§ Description of the task
Retype the opening lines of the listing below, ending with the line that contains "pinky mcp: (1273, 741)", and leave out any pictures.
⁂
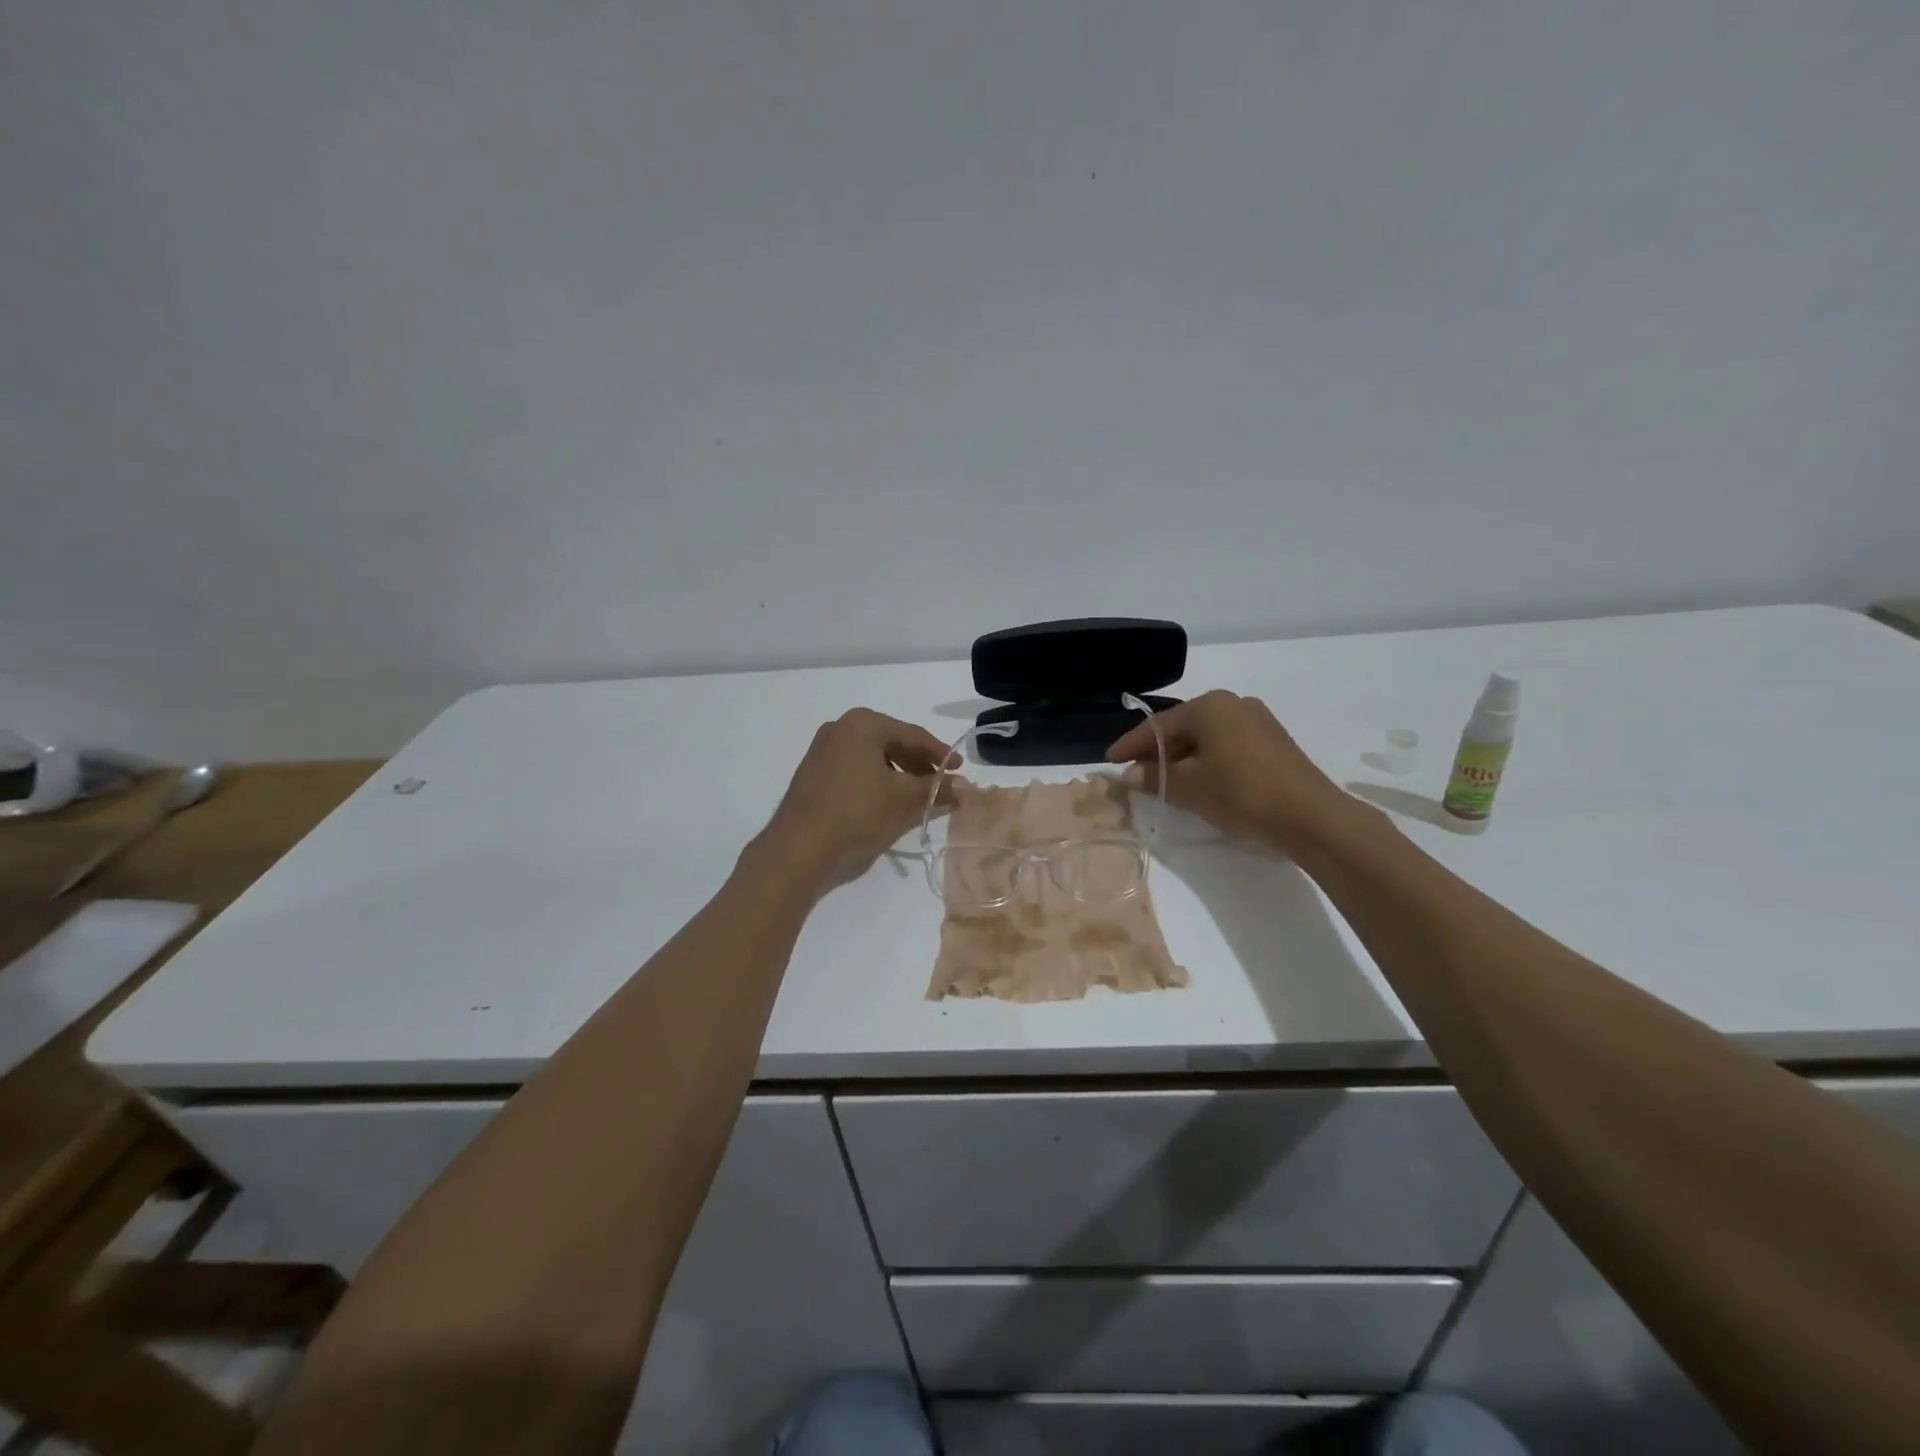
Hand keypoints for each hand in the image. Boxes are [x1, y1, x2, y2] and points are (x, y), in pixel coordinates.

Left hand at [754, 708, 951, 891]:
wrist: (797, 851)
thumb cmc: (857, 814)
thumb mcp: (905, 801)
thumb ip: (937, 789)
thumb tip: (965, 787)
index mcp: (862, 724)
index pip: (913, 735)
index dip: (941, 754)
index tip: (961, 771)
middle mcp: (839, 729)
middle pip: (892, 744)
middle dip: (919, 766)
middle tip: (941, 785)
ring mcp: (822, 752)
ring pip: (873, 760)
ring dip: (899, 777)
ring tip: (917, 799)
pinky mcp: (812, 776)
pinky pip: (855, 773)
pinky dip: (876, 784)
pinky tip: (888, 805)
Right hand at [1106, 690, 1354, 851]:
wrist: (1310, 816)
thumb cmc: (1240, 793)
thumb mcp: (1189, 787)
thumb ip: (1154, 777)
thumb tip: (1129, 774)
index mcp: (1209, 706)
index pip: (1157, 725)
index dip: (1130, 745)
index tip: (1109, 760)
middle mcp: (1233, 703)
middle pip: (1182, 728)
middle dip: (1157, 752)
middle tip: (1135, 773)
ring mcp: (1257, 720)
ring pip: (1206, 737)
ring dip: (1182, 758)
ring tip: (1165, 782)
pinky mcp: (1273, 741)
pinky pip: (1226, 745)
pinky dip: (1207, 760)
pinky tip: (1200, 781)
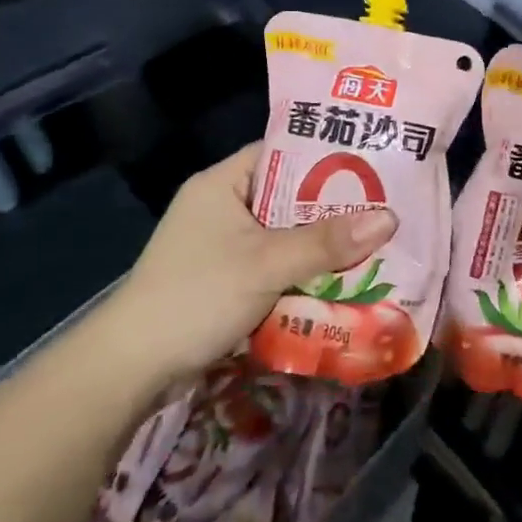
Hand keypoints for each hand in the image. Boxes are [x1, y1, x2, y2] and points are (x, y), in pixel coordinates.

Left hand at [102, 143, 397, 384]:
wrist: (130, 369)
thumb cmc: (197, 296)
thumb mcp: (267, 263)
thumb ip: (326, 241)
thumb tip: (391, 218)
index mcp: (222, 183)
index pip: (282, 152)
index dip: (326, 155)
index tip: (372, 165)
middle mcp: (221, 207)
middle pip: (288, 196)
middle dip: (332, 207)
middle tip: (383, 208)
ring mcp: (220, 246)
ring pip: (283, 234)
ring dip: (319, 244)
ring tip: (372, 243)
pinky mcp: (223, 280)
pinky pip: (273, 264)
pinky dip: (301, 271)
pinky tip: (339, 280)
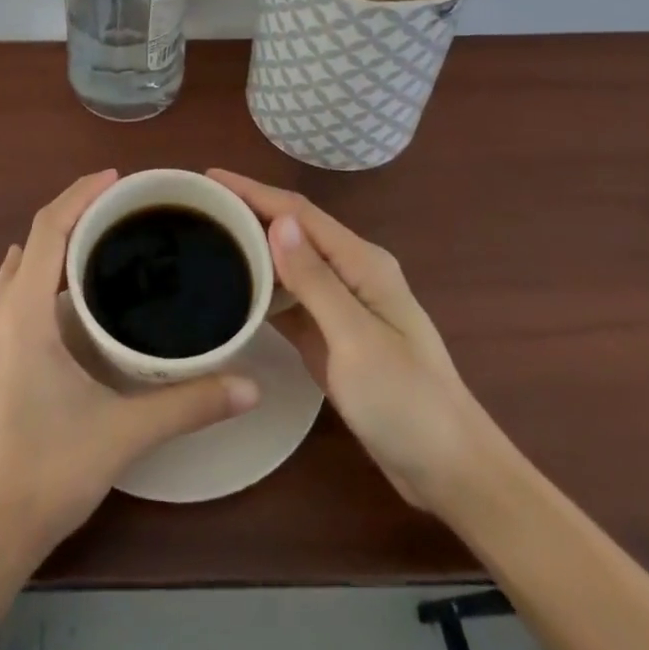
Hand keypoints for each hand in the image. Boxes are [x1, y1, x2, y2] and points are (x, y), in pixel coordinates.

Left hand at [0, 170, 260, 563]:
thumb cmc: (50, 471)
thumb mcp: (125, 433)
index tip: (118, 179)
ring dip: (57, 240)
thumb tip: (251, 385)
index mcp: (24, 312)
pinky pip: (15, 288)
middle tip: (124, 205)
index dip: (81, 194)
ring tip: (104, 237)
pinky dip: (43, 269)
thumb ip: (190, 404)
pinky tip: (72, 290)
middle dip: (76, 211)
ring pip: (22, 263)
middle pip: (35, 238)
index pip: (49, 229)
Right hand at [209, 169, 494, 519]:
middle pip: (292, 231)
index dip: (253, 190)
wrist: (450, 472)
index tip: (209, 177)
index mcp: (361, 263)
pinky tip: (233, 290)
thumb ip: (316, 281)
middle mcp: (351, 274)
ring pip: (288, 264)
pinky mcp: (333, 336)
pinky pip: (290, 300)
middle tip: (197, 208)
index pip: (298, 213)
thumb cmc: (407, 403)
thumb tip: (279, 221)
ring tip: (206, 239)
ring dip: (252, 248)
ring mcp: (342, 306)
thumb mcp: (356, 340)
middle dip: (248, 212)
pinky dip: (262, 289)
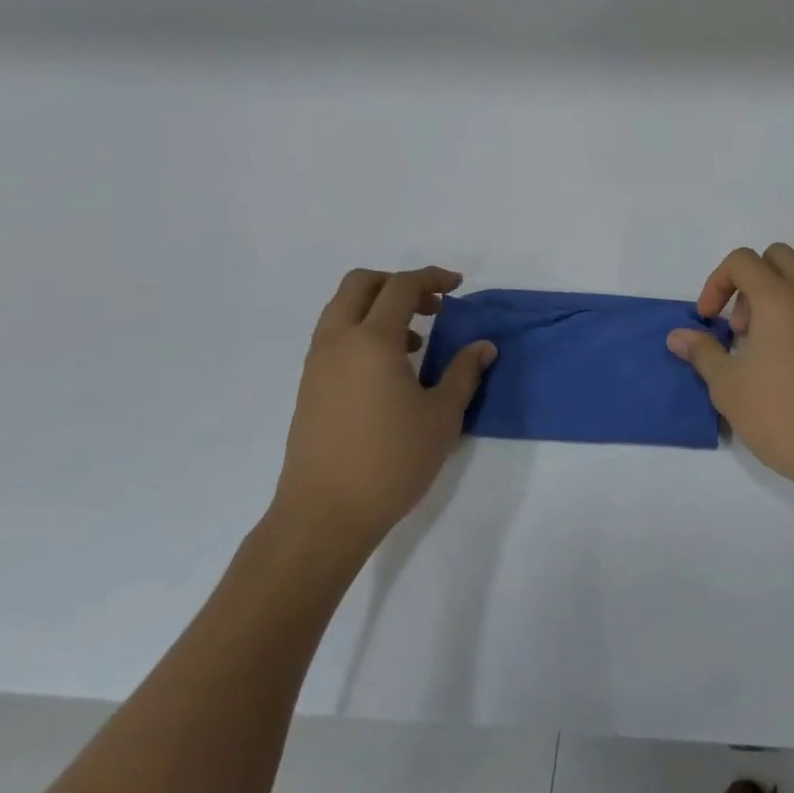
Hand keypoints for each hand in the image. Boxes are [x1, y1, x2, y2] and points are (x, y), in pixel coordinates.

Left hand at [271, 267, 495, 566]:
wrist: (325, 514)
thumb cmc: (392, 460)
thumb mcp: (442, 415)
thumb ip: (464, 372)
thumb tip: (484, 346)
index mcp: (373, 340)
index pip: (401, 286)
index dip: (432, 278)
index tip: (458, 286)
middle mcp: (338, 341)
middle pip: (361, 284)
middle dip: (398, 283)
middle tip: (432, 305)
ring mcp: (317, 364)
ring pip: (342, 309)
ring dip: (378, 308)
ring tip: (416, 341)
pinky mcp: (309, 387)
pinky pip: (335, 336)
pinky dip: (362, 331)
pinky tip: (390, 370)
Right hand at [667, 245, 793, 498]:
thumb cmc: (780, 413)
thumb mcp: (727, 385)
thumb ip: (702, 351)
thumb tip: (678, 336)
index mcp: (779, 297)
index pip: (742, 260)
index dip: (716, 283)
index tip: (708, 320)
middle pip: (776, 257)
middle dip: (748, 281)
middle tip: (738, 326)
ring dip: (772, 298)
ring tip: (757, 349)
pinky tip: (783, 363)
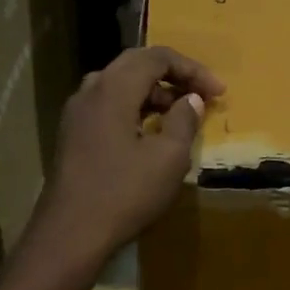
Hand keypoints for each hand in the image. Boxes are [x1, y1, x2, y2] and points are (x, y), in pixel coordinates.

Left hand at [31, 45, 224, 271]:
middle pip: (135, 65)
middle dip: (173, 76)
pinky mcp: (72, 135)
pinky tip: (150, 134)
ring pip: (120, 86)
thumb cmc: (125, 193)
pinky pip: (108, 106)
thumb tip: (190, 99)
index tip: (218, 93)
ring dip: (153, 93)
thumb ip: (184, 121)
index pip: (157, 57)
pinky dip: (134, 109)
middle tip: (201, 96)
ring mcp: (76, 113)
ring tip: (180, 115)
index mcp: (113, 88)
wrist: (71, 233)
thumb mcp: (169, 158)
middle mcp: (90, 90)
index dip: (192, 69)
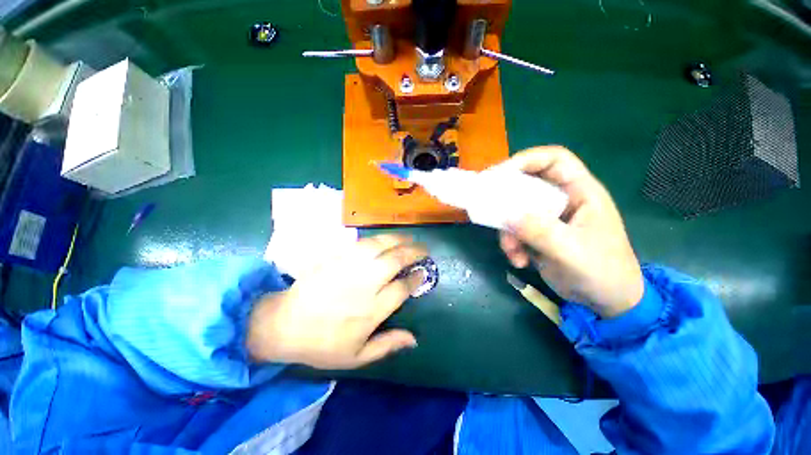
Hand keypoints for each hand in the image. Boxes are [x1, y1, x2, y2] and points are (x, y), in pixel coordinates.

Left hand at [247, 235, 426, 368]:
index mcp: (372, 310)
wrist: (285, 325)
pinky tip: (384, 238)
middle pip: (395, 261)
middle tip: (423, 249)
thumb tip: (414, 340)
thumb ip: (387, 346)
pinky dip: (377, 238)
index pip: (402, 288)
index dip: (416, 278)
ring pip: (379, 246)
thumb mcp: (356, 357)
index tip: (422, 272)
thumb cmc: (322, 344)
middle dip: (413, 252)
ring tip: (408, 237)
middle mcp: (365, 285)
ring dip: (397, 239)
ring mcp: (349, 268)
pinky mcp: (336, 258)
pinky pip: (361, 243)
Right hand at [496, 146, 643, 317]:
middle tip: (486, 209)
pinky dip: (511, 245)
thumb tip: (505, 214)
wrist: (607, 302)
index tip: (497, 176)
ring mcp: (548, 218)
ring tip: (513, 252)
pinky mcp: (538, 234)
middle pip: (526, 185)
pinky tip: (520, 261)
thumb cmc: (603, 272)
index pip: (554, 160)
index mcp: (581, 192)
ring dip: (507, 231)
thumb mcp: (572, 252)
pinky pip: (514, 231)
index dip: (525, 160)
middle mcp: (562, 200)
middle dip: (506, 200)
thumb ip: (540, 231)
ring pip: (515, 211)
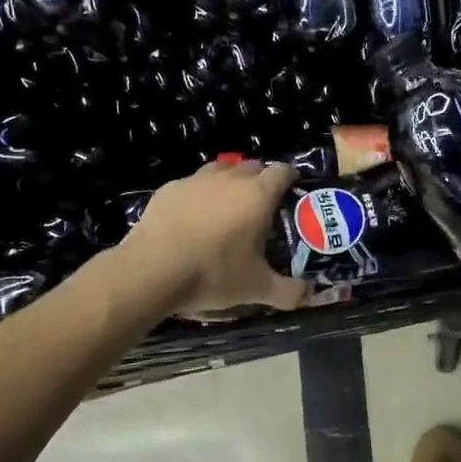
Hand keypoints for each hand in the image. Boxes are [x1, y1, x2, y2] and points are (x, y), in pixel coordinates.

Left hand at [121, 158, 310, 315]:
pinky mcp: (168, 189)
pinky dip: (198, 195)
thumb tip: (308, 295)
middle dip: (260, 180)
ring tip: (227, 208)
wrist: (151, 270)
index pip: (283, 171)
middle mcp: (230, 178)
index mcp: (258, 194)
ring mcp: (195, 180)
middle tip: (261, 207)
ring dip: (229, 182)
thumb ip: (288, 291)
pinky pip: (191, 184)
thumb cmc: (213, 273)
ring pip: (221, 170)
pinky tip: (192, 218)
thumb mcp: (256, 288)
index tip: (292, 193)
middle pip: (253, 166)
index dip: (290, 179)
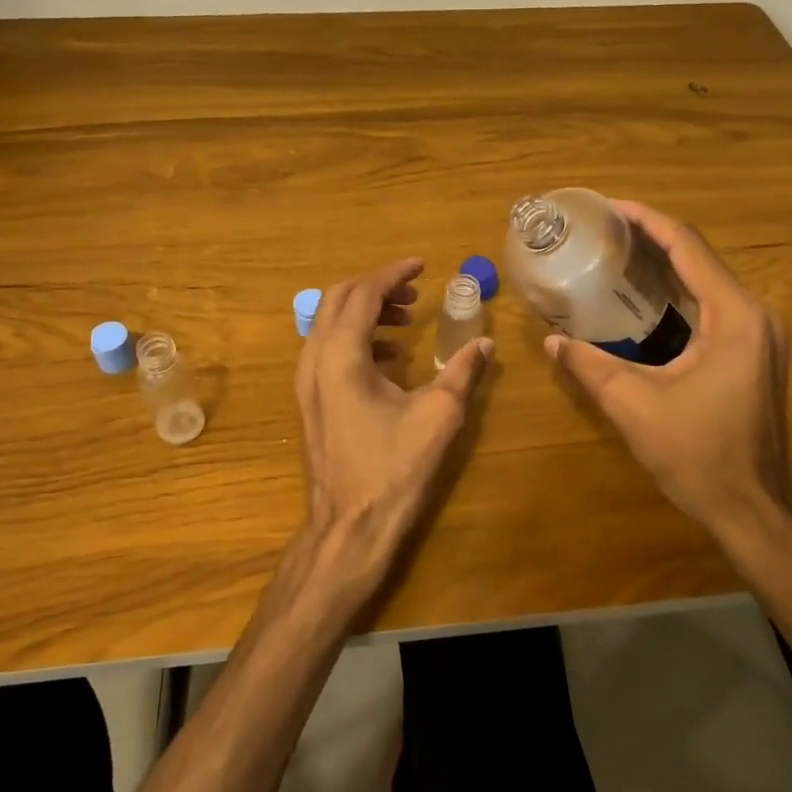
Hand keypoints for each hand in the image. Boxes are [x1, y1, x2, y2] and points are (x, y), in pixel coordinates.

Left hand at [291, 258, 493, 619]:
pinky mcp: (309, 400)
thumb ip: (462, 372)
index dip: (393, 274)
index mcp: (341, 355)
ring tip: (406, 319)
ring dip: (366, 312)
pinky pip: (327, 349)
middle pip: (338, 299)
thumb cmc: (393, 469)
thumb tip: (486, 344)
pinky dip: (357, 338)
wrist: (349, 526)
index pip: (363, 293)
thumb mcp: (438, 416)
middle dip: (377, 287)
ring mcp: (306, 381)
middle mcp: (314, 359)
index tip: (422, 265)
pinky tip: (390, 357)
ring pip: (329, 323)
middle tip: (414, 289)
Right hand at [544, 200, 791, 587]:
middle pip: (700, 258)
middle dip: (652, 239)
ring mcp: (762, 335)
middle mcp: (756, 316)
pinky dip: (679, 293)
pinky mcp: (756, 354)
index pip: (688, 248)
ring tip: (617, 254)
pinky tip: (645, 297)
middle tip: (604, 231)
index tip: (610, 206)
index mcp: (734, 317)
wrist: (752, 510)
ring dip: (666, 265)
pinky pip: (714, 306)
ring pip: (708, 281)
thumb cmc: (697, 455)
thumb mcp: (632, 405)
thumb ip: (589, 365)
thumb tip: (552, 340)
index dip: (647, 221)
⁂
§ Answer for this exercise
Hand keypoints for each hand in the image. Boxes are [x1, y1, x2, y2] and points are (x, y), in pixel coordinates.

Left hand at [754, 708, 951, 891]:
wrist: (797, 851)
thumb cmc: (857, 814)
thumb mcp: (905, 801)
thumb ip: (937, 789)
thumb tip: (965, 787)
index mcp: (862, 724)
index pip: (913, 735)
index dip: (941, 754)
index tip: (961, 771)
middle mcp: (839, 729)
middle pip: (892, 744)
middle dip: (919, 766)
middle tip: (941, 785)
ring mcp: (822, 752)
ring pip: (873, 760)
ring dip: (899, 777)
ring tip: (917, 799)
pinky mcp: (812, 776)
pinky pip: (855, 773)
pinky dip: (876, 784)
pinky tip: (888, 805)
Right hand at [1106, 690, 1354, 851]:
wrist: (1310, 816)
thumb cmc: (1240, 793)
thumb mcp: (1189, 787)
thumb ip: (1154, 777)
thumb tip: (1129, 774)
index mcp: (1209, 706)
index pip: (1157, 725)
index dip: (1130, 745)
index tip: (1109, 760)
middle mcp: (1233, 703)
middle pip: (1182, 728)
middle dip: (1157, 752)
middle tip: (1135, 773)
ring mcp: (1257, 720)
ring pip: (1206, 737)
ring dip: (1182, 758)
ring tip: (1165, 782)
pinky mcp: (1273, 741)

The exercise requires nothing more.